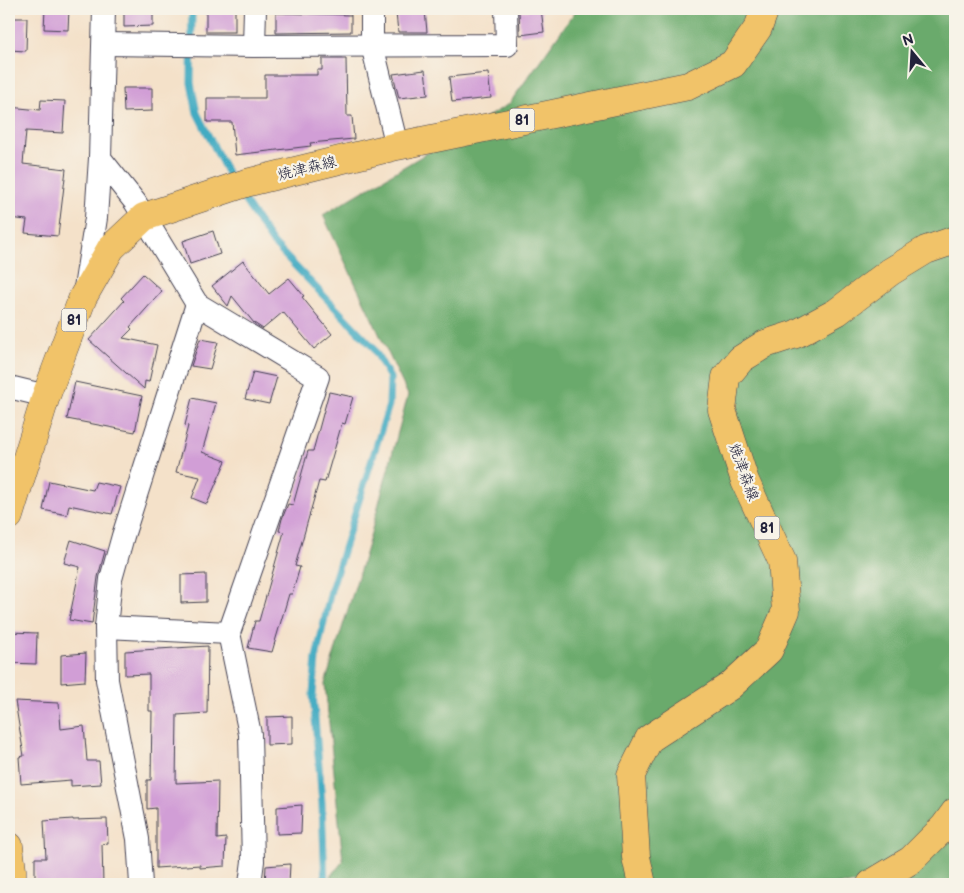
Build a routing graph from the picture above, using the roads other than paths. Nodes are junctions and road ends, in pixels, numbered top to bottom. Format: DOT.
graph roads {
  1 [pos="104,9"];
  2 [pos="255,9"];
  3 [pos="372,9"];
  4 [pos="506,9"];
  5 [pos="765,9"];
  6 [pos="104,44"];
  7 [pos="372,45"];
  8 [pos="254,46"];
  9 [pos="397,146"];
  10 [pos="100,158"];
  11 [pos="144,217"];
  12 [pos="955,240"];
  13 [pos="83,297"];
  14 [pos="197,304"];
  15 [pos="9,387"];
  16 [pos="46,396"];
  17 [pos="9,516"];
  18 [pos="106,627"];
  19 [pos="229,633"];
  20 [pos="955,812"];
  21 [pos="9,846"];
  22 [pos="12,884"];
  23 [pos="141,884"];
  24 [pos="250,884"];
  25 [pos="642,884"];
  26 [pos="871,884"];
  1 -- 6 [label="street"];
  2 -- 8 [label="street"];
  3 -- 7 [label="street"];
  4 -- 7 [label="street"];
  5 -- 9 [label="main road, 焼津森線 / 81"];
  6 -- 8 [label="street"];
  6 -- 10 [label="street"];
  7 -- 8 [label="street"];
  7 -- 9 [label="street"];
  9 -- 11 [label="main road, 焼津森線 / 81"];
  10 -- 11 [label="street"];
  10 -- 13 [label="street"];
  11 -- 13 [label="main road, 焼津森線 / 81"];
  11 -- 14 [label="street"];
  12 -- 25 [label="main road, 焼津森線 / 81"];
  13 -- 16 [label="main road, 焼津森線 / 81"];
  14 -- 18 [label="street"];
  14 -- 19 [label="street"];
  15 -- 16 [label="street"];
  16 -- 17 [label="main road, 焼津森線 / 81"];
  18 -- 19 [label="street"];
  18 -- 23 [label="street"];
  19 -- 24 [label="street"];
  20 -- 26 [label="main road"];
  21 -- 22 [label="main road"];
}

**Directions for this task:** Return all lines in the data that include the word "roads".

**Task response:**
Build a routing graph from the picture above, using the roads other than paths. Nodes are junctions and road ends, in pixels, numbered top to bottom. Format: DOT.
graph roads {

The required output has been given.